◆ Available records
....

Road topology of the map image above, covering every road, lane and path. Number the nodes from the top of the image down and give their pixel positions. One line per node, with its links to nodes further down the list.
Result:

....

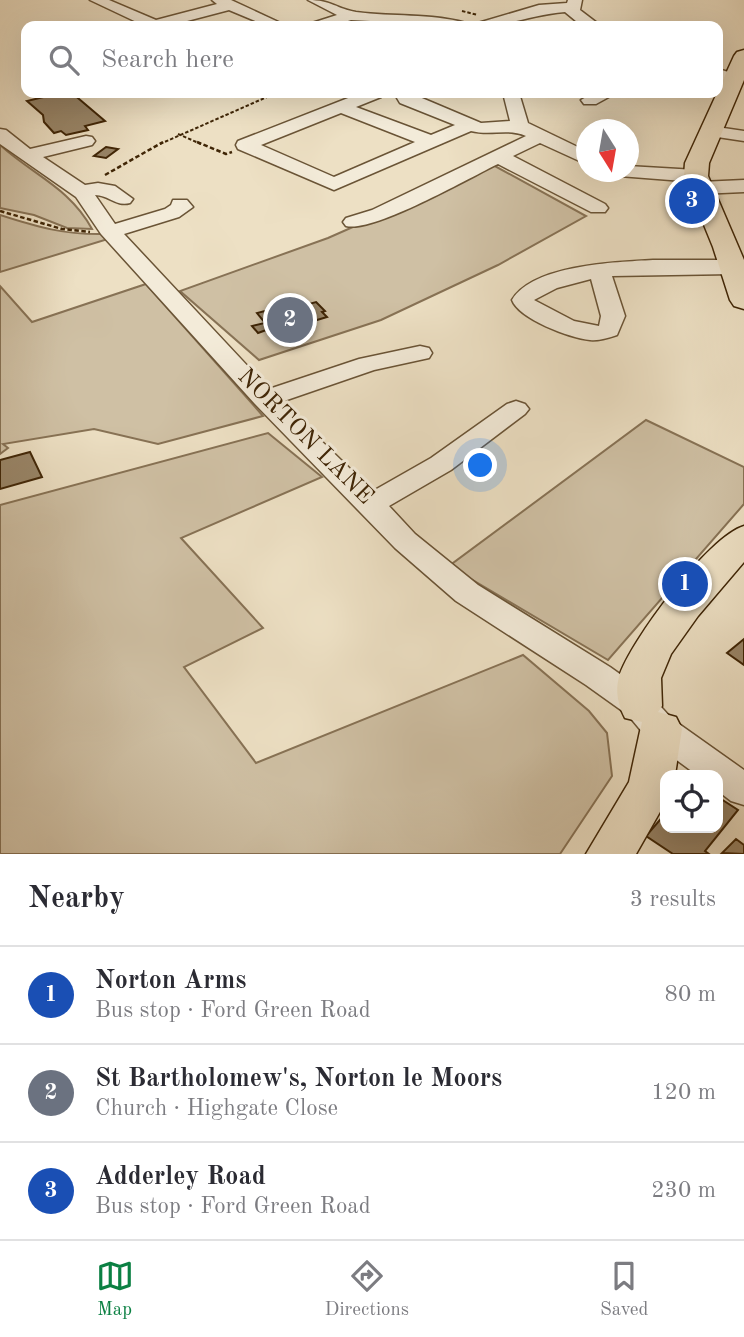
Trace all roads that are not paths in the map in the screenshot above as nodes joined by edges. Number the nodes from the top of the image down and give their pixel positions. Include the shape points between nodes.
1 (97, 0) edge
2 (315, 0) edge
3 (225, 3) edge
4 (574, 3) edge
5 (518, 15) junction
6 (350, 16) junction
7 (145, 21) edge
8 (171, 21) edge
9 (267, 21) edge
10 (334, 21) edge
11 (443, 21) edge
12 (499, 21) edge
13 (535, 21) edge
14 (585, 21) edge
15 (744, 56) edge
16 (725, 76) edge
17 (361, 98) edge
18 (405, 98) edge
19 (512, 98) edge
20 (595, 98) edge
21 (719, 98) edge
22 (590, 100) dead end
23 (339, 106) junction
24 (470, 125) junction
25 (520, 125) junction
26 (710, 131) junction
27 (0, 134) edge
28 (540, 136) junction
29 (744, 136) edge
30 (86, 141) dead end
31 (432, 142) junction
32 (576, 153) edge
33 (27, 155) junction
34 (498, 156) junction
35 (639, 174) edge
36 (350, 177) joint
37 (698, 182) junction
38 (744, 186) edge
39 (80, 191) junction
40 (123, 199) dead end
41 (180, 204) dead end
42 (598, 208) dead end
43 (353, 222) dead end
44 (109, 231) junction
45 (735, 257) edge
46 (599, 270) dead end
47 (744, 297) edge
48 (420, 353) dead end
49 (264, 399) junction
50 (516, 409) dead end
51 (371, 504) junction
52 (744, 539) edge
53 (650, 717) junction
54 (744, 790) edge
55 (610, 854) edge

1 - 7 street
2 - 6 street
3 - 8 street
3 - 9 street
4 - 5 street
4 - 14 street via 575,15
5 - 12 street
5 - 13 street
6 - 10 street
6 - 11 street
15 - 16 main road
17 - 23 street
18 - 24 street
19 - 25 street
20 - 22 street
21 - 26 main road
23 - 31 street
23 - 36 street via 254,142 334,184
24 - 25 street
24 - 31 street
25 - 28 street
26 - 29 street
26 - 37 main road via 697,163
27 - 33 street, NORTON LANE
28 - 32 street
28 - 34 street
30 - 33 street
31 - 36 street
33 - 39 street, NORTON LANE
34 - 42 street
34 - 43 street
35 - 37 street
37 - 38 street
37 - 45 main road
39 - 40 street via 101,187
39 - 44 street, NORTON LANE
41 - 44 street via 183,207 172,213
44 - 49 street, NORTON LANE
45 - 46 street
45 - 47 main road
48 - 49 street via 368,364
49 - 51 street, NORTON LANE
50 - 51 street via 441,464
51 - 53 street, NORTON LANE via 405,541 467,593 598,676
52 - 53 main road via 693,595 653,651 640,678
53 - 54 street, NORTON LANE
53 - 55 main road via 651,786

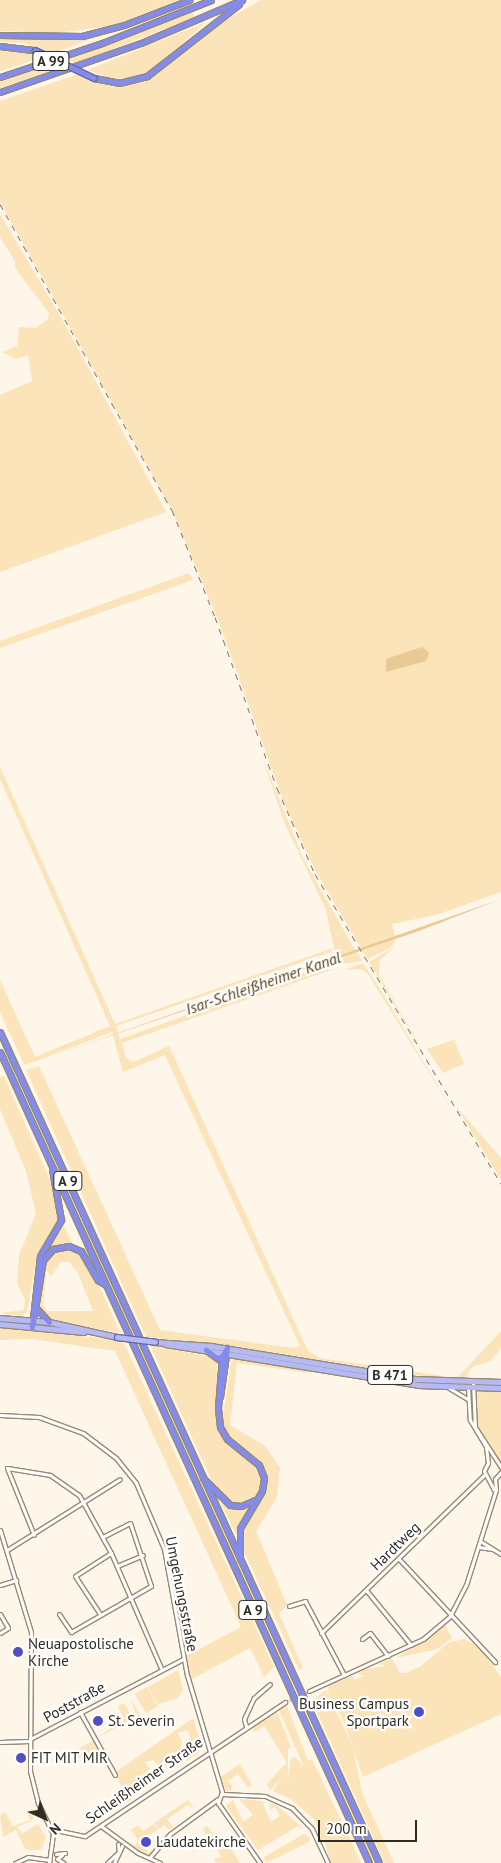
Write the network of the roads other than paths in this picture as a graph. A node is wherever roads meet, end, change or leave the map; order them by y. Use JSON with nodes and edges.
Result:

....

◆ Task details
For each line of the material that contains "with", return a copy.

◆ Response box
Road topology of the map image above, covering every road, lane and path. Number the nodes from the top of the image down and give their pixel positions. One line per node, with its links to nodes further down the list.
Write the network of the roads other than paths in this picture as a graph. A node is wherever roads meet, end, change or leave the map; order them by y. Use JSON with nodes and edges.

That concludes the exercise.